At the start of this year Port of Aalborg inaugurated a new freight terminal. During construction of the new terminal, surplus recycled materials were used, resulting in a significant CO2 emissions reduction of nearly 2,000 tons, equivalent to the total energy consumption of the port over two years.
To meet the growing demand for freight transport by rail and accommodate new companies, Port of Aalborg initiated construction of a new freight terminal at the East Harbour in Aalborg in 2020. The area comprises a 18,950 m2 secured area and a 430-metre grooved railway track. Throughout the construction, Port of Aalborg has strived determinedly to minimise the carbon footprint, partly by using alternative building materials.
In collaboration with the railway construction company Aarsleff Rail, Port of Aalborg has recycled debris from track renovation on a stretch of railway between Hobro and Aalborg. Recent calculations have shown that the result is a far more CO2-friendly solution than the originally tendered project:
– Following the project, figures showed a saving of approximately 1,950 tons of CO2 compared to the original project. This equates to the total energy consumption of the port over two years, which represents a very significant saving, says Mikkel Kalmo Guldhammer, Project Manager at Port of Aalborg.
During construction of the new terminal area, uncontaminated railway ballast and granite was specifically used instead of cement stabilised gravel and hardcore, which minimised the climate impact considerably.
Greater focus on documentation of our CO2 footprint
The engineering company NIRAS, working on behalf of the Port of Aalborg has been responsible for calculating the CO2 emissions related to both the original project and the completed project. The study of the two projects is conducted using a so-called greenhouse gas protocol and expands upon Port of Aalborg’s increased focus on reducing CO2 emissions at the port:
– We have commissioned the calculation to redouble our efforts to map and minimise our carbon footprint. Although the calculations are subject to some uncertainty, they serve as a good benchmark for the project’s carbon footprint. In this context, it is naturally very satisfying to see that we have achieved a significant saving, which is also economically beneficial, says Mikkel Kalmo Guldhammer, who explains:
– The project is also in line with the current developments that we see in the building and construction industry for greater focus on measuring and documenting the CO2 impact of building materials. More recently, from the Danish Road Directorate LCA model, which shall be used to estimate the carbon emissions of products from a life-cycle perspective.

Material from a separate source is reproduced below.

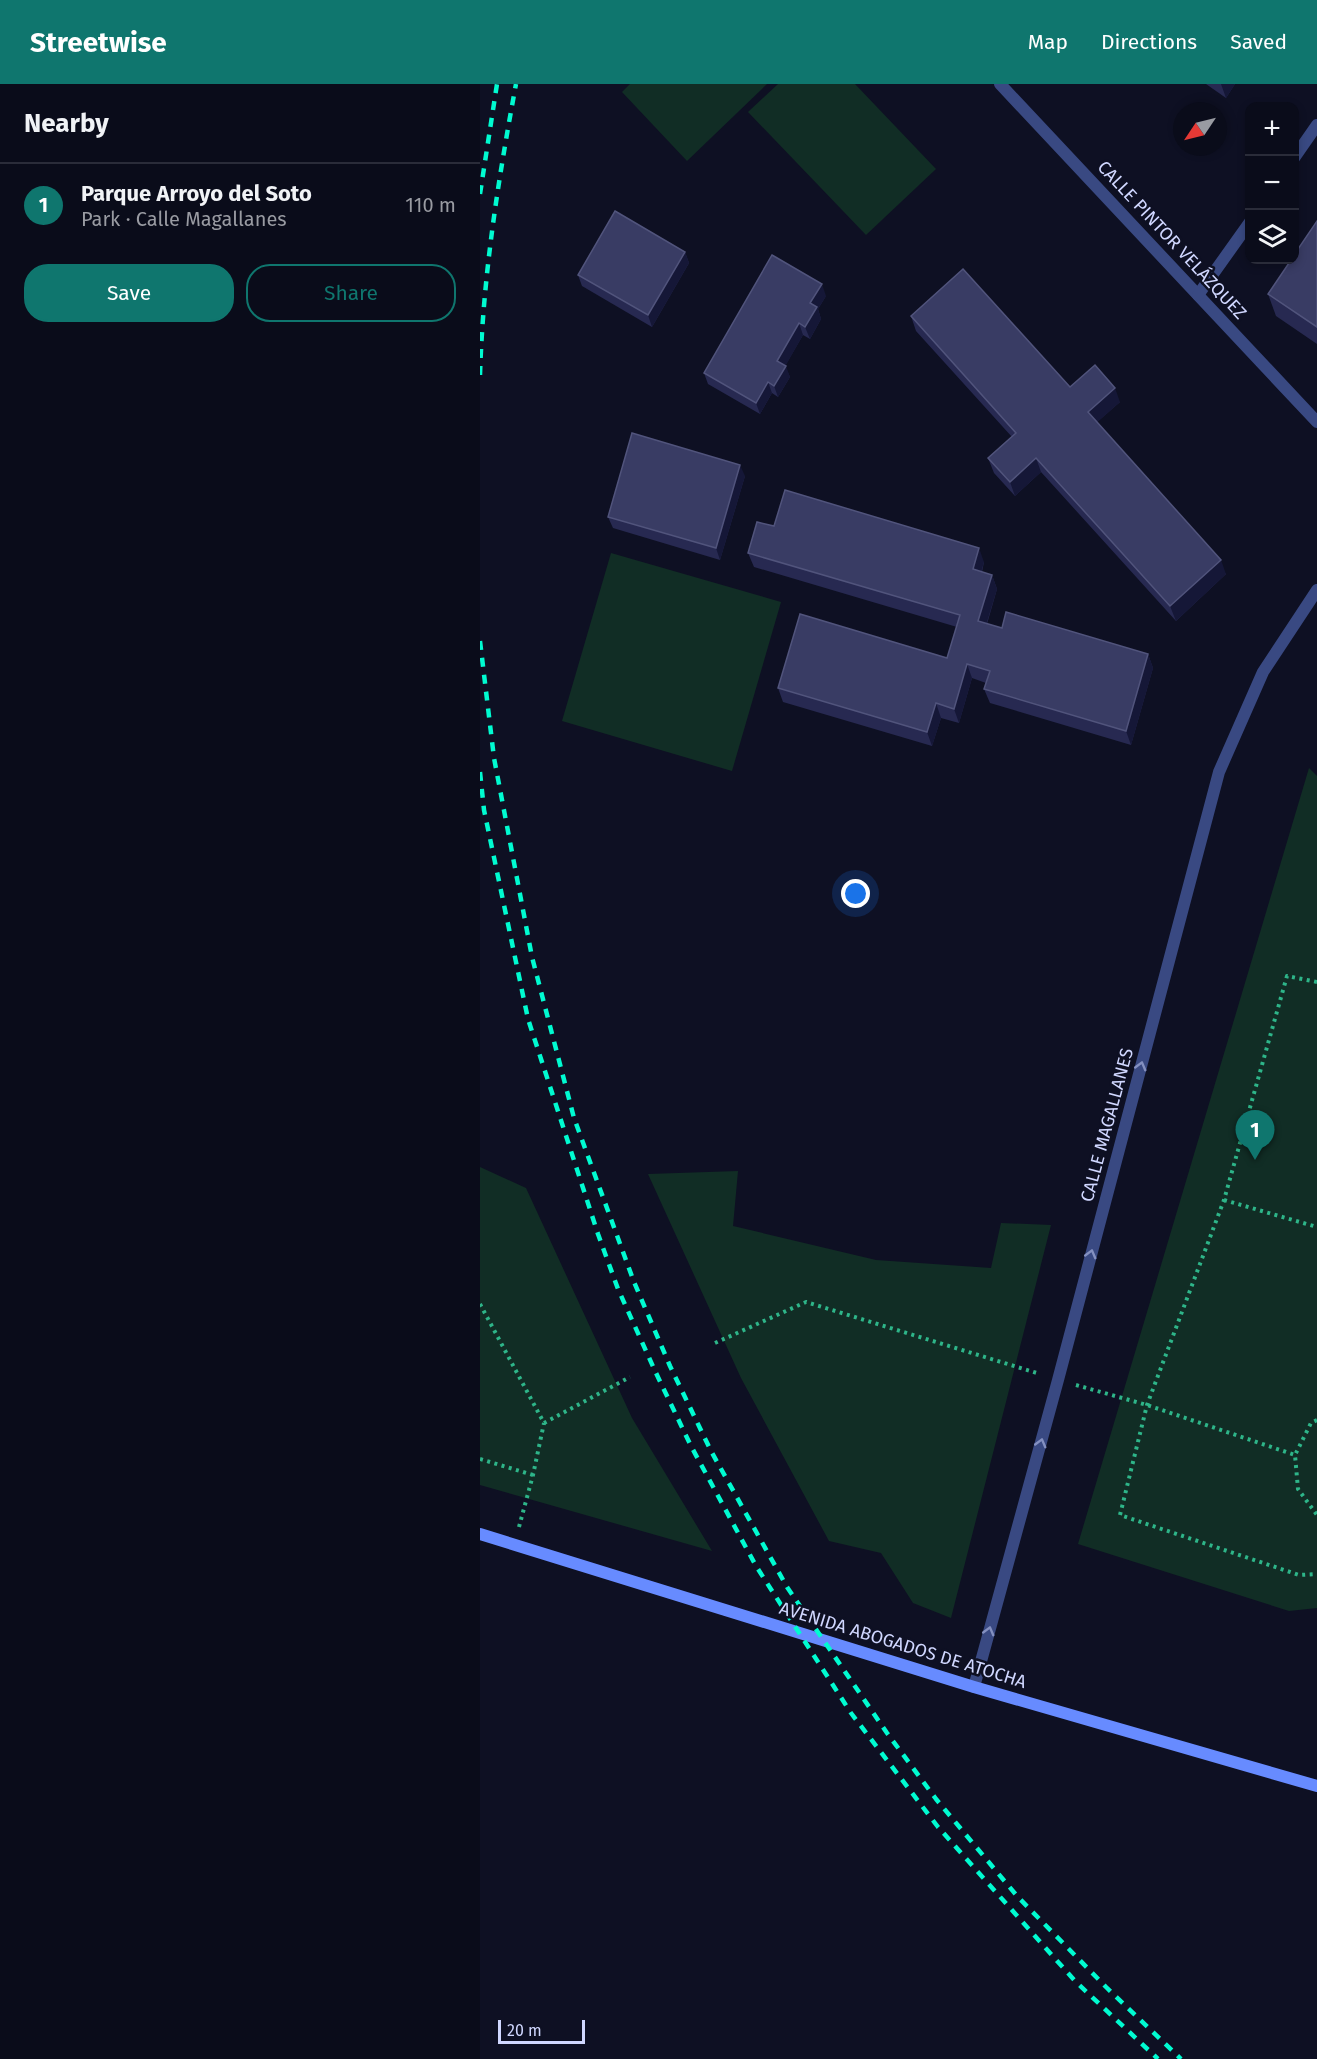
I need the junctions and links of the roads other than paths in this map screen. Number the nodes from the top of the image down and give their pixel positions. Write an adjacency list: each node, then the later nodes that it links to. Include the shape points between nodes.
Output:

The new freight terminal is already in use, handling the increasing volumes of goods arriving by train to Aalborg port five times per week:
– Obviously, it is very positive that the construction of the freight terminal includes a large CO2 reduction, while supporting the positive development within the railway segment, which is a competitive and green alternative to road transport, concludes Mikkel Kalmo Guldhammer.